Study Asserts Need for Meadowlands Convention Center

The $1.6 billion convention district would complement MetLife Stadium and the American Dream retail and entertainment center on the expansive New Jersey site.

Meadowlands Convention Center Rendering
Meadowlands Sports Complex with the proposed Meadowlands Convention Center, featuring a green roof. Photo Credit: Meadowlands Live Covention & Visitors Bureau

Three years after the long-awaited opening of the American Dream retail and entertainment center at East Rutherford, New Jersey’s Meadowlands Sports Complex, another mega-project is in the dream stage: a $1.6 billion convention center district. The enthusiasm of local businesses and elected officials suggests this project will become a reality.

The Meadowlands 2040 Foundation and Meadowlands Live Convention and Visitors Bureau revealed Phase 2 of their extensive convention-center study on Friday, Feb. 17, exactly 51 years to the day since the groundbreaking of the Meadowlands Sports Complex. The report paints a very promising picture of a successful facility that would bring billions in new spending to the region. 

At a cost of up to $1.6 billion, the Meadowlands Convention Center would replace the Meadowlands Arena, formerly the Izod Center, which closed in 2015 and is now rented occasionally as a film studio. The project would stimulate growth and economic vitality in the region and position the Meadowlands and New Jersey as one of the nation's top destinations for meetings, events, sports and entertainment, according to the 181-page report.

The Ambitious Meadowlands Convention Center Plan

"It's a big bold project, and there's no better time to do this than right now," Jim Kirkos, CEO of the Meadowlands Chamber and the CVB, told attendees of Friday’s "mDest23! A Thought Leaders Conference," held at the chamber’s offices in Lyndhurst, N.J.
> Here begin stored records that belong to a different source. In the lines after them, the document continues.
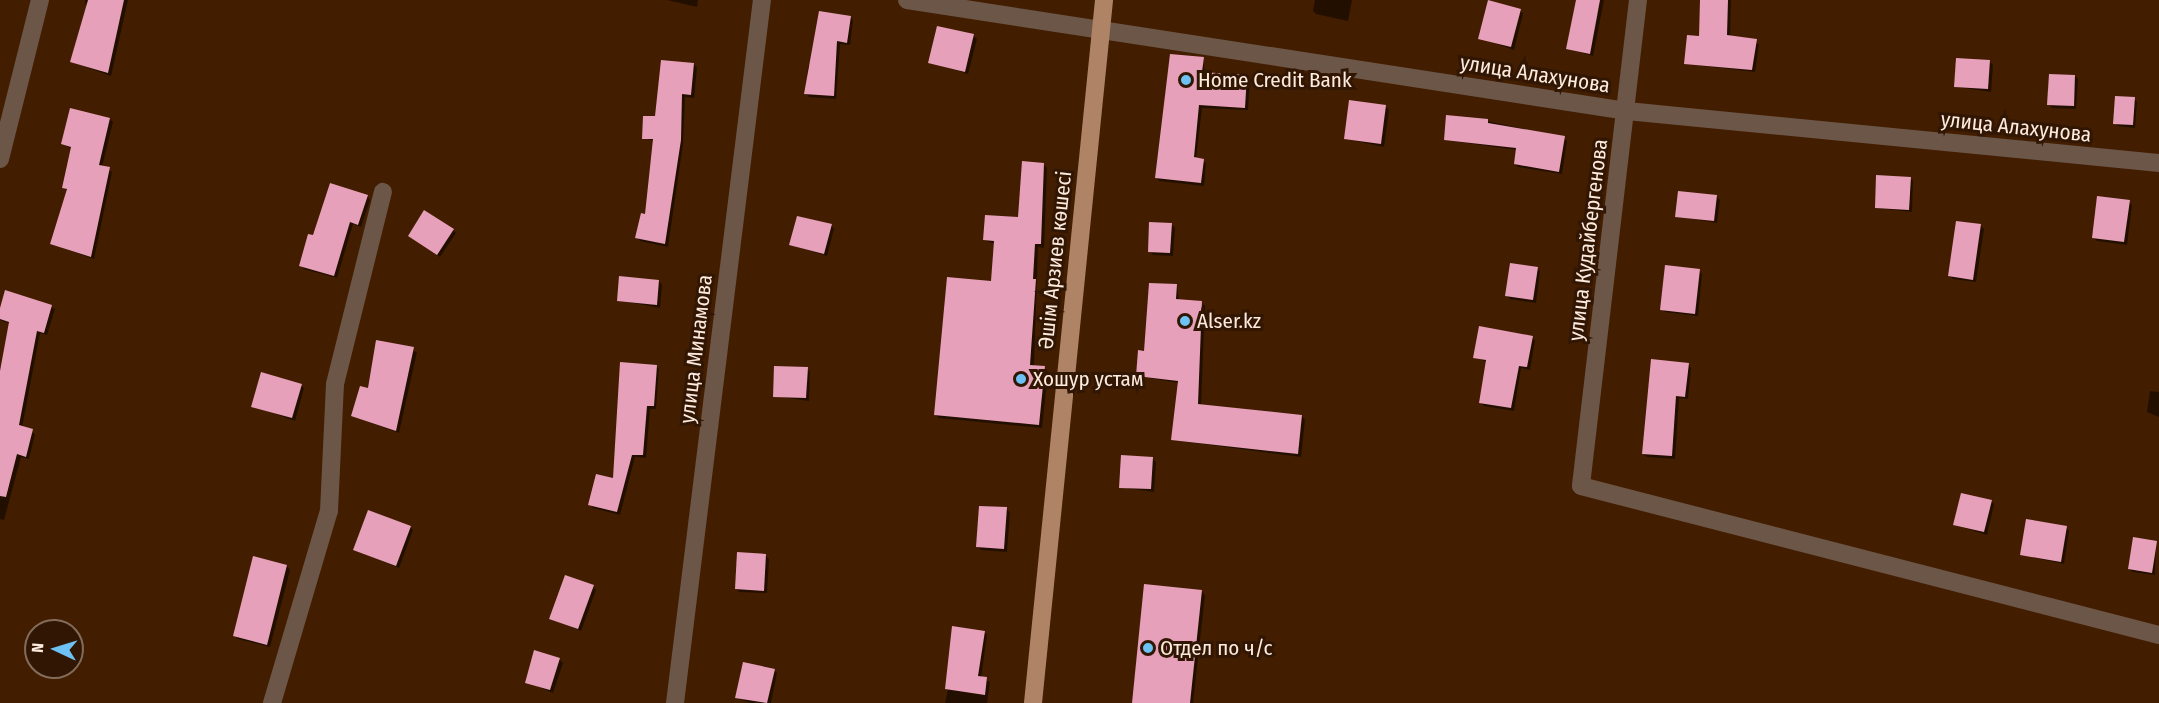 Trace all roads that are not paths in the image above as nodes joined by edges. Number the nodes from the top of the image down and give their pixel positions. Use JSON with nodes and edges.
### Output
{"nodes":[{"id":1,"x":40,"y":0,"type":"edge"},
{"id":2,"x":762,"y":0,"type":"edge"},
{"id":3,"x":907,"y":0,"type":"edge"},
{"id":4,"x":1104,"y":0,"type":"edge"},
{"id":5,"x":1638,"y":0,"type":"edge"},
{"id":6,"x":1101,"y":29,"type":"junction"},
{"id":7,"x":1627,"y":111,"type":"junction"},
{"id":8,"x":0,"y":159,"type":"edge"},
{"id":9,"x":2159,"y":163,"type":"edge"},
{"id":10,"x":383,"y":192,"type":"dead end"},
{"id":11,"x":2159,"y":635,"type":"edge"},
{"id":12,"x":272,"y":703,"type":"edge"},
{"id":13,"x":675,"y":703,"type":"edge"},
{"id":14,"x":1033,"y":703,"type":"edge"}],
"edges":[{"from":1,"to":8,"type":"street"},
{"from":2,"to":13,"type":"street","name":"улица Минамова"},
{"from":3,"to":6,"type":"street","name":"улица Алахунова"},
{"from":4,"to":6,"type":"main road","name":"Әшім Арзиев көшесі"},
{"from":5,"to":7,"type":"street","name":"улица Кудайбергенова"},
{"from":6,"to":7,"type":"street","name":"улица Алахунова"},
{"from":6,"to":14,"type":"main road","name":"Әшім Арзиев көшесі"},
{"from":7,"to":9,"type":"street","name":"улица Алахунова"},
{"from":7,"to":11,"type":"street","name":"улица Кудайбергенова"},
{"from":10,"to":12,"type":"street"}]} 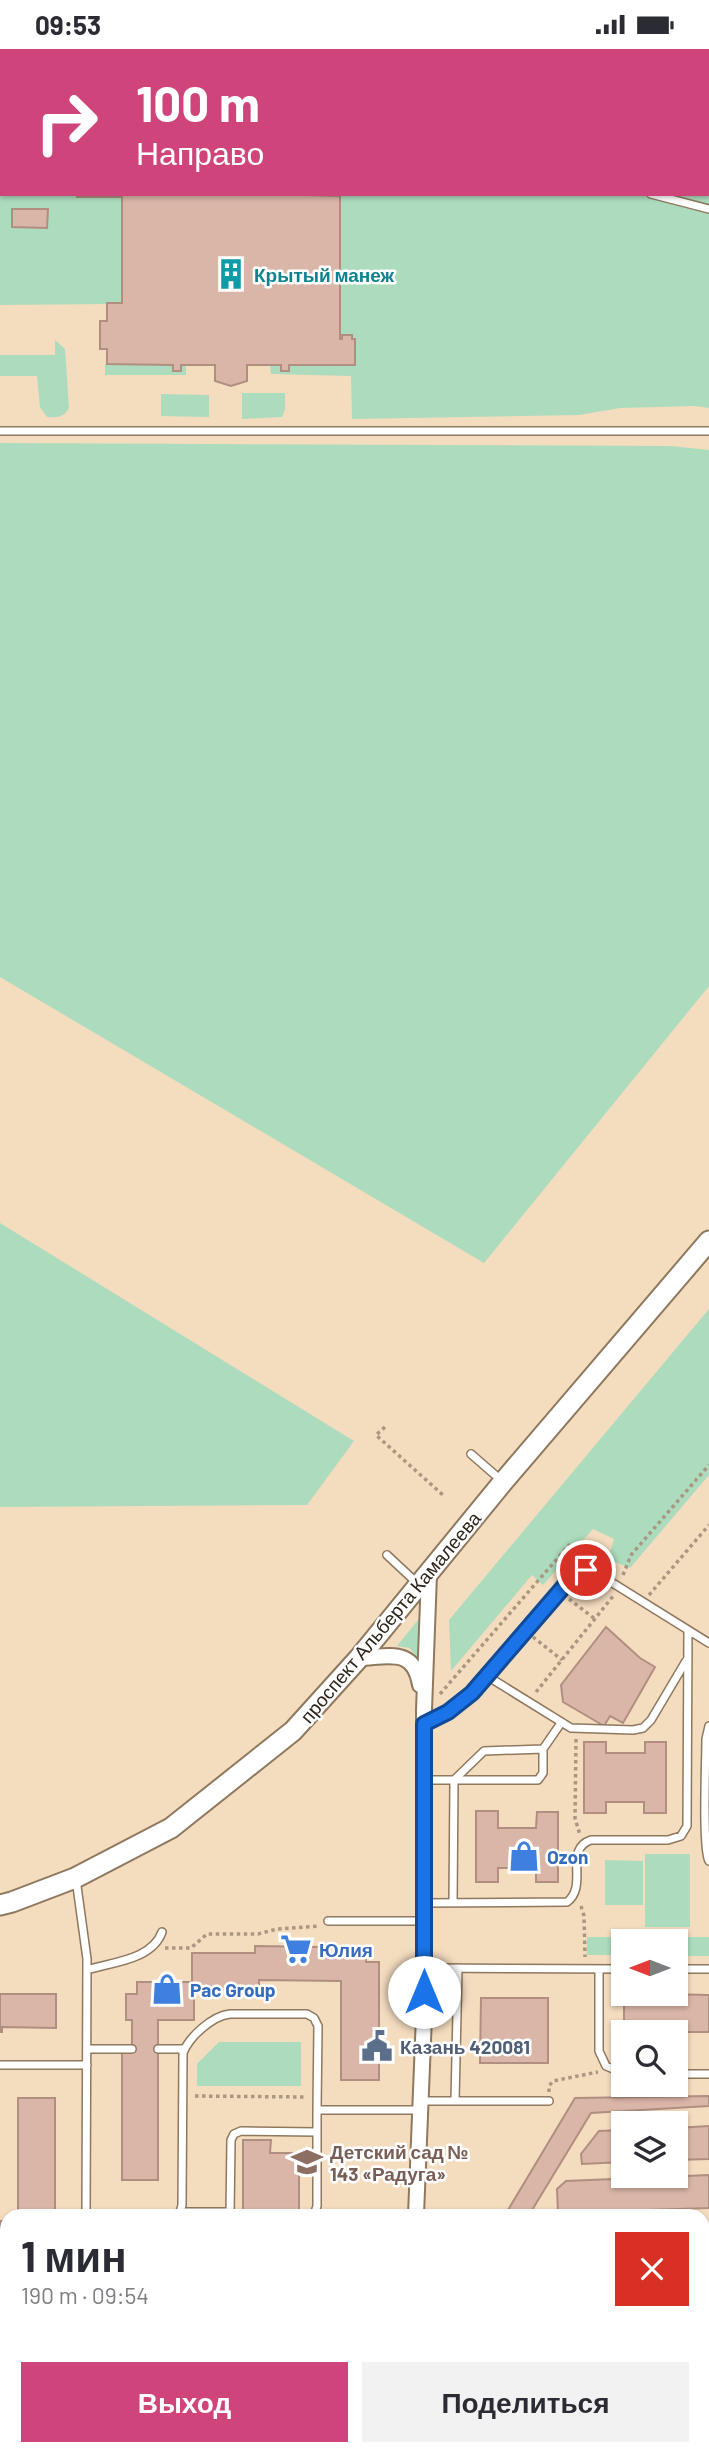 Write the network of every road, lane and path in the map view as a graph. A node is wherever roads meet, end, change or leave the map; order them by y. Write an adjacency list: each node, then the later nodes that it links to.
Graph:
1 (659, 196): 2 (lane)
2 (709, 209)
3 (0, 431): 4 (lane)
4 (709, 431)
5 (709, 1241): 9 (main road, проспект Альберта Камалеева)
6 (384, 1427): 10 (path)
7 (471, 1454): 9 (lane)
8 (709, 1465): 14 (path)
9 (503, 1482): 13 (main road, проспект Альберта Камалеева)
10 (444, 1496)
11 (709, 1525): 16 (path)
12 (387, 1555): 13 (lane)
13 (424, 1580): 21 (main road, проспект Альберта Камалеева); 26 (street)
14 (620, 1588): 15 (lane); 16 (lane); 17 (path)
15 (560, 1591): 17 (path); 19 (lane)
16 (643, 1602): 18 (lane)
17 (595, 1619): 22 (path)
18 (688, 1630): 20 (lane); 23 (lane)
19 (526, 1631): 22 (path); 24 (lane)
20 (709, 1643)
21 (359, 1658): 26 (street); 36 (main road, проспект Альберта Камалеева)
22 (562, 1660): 25 (path)
23 (687, 1660): 29 (lane); 34 (lane)
24 (486, 1677): 25 (lane); 26 (lane)
25 (528, 1702): 27 (lane)
26 (424, 1717): 32 (street)
27 (561, 1723): 29 (lane); 31 (lane)
28 (709, 1726): 30 (lane)
29 (576, 1730): 34 (path)
30 (708, 1747): 35 (lane)
31 (543, 1749): 33 (lane); 33 (lane)
32 (424, 1780): 33 (lane); 38 (street)
33 (454, 1780): 39 (lane)
34 (583, 1843): 37 (lane)
35 (709, 1861)
36 (75, 1878): 40 (main road, проспект Альберта Камалеева); 52 (lane)
37 (575, 1894): 39 (lane); 47 (path)
38 (424, 1903): 39 (lane); 42 (street)
39 (453, 1903)
40 (0, 1905)
41 (328, 1921): 42 (lane); 44 (path)
42 (424, 1921): 45 (street)
43 (162, 1932): 44 (lane)
44 (153, 1948): 52 (lane)
45 (424, 1968): 46 (lane); 66 (street)
46 (458, 1968): 47 (lane); 64 (lane)
47 (584, 1969): 48 (lane)
48 (599, 1969): 49 (lane); 59 (lane)
49 (611, 1969)
50 (688, 1969): 51 (lane)
51 (709, 1969)
52 (87, 1970): 53 (lane)
53 (87, 2049): 54 (lane); 58 (lane)
54 (132, 2049)
55 (158, 2049): 56 (lane)
56 (184, 2049): 62 (lane); 63 (lane)
57 (0, 2065): 58 (lane)
58 (87, 2065): 69 (lane)
59 (611, 2070): 65 (path)
60 (688, 2074): 61 (lane)
61 (709, 2074)
62 (182, 2096): 63 (path); 70 (lane)
63 (317, 2097): 67 (lane)
64 (455, 2101): 65 (lane); 66 (lane)
65 (549, 2101)
66 (420, 2105): 67 (lane); 73 (street)
67 (317, 2109): 68 (lane)
68 (317, 2132): 71 (lane); 72 (lane)
69 (86, 2209)
70 (180, 2209)
71 (230, 2209)
72 (316, 2209)
73 (416, 2209) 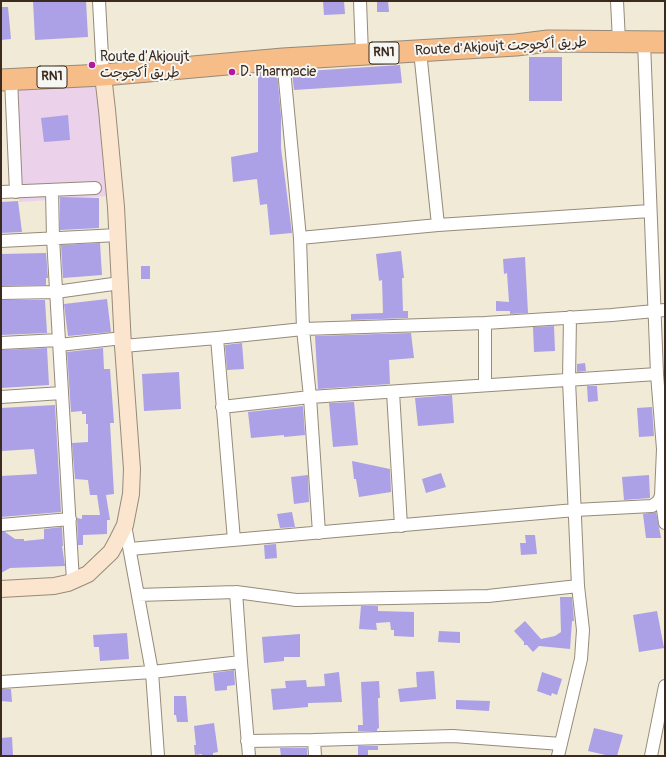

The proposed facility would have 300,000 square feet of flexible exhibit space, a 60,000-square-foot, divisible ballroom and about 75 smaller meeting rooms. A 1,000-room headquarters hotel would offer two more ballrooms plus 50,000 square feet for breakout rooms. Two additional hotels would add rooms at different price points: a 700-room luxury hotel and a 500-room select-service property.

To facilitate access to the site New Jersey Transit would offer direct bus service, and a proposed monorail or people-mover system would connect key locations throughout the complex.

The Meadowlands site, owned and operated by the New Jersey Sports and Exposition Authority, already is home to the Meadowlands Arena, MetLife Stadium, Meadowlands Racetrack and American Dream. According to the study, the convention center would replace an existing and under-performing building at the site, complementing and enhancing the existing assets in the complex.

A Meadowlands Convention Center, headquarters hotel and two privately developed hotels are expected to generate $30.1 billion in net new spending over the course of 30 years, and more than 6,000 full-time equivalent jobs. Construction of the facility would support nearly 17,500 full-time construction jobs.

Filling a Need in an Underserved Meetings Market

The area has a well-defined market that is very clearly underserved, said Rob Hunden, president and CEO of Hunden Strategic Partners, the firm that conducted the study. In comparison to other top metropolitan areas in the U.S., the New York/New Jersey metro area is short of prime convention space by 2 to 3 million square feet, he noted. The Meadowlands Convention Center would fill a need for a wide range of groups that currently need to go elsewhere. Among examples:

  • Corporate groups could take advantage of flexible, high-end ballroom and meeting rooms at a fraction of New York City prices.
  • For conventions and trade shows, MCC would be among the largest facilities on the East Coast.
  • For consumer shows, the facility would capture overflow demand from Javits (which has a generally full calendar), and recapture latent demand for events too large to meet in the region.
  • Youth sports would, for the first time, be able to hold large-scale indoor tournaments in the NY/NJ metropolitan area.
  • The project would fill a gap in the N.J. entertainment market for large-scale concerts, music festivals and fan experiences.

New Jersey Has the Necessary Funds

Business leaders first floated the idea of a Meadowlands Convention Center 35 years ago, according to Ron Simoncini, president of Axiom Communications and spokesperson for the Meadowlands Chamber. In the ensuing years, a number of factors stood in the way of progress.

"I can tell you why we never built a convention center at any point in the timeline," said Simoncini. "But right now, I can't tell you why we're not building it. This administration has had six credit upgrades. We don't have an excuse to say, 'Geez, 1.6 billion is a lot of money.' We have $1.6 billion to put in this, and we have it in a walk."

Over 30 years, the project is expected to generate $19.2 billion in net new direct spending. About 69 percent would come from lodging, food and beverage. As that money ripples into the area’s economy, it would likely induce $7.4 billion in indirect spending and $3.5 billion in direct induced spending throughout New Jersey, per Hunden’s estimates.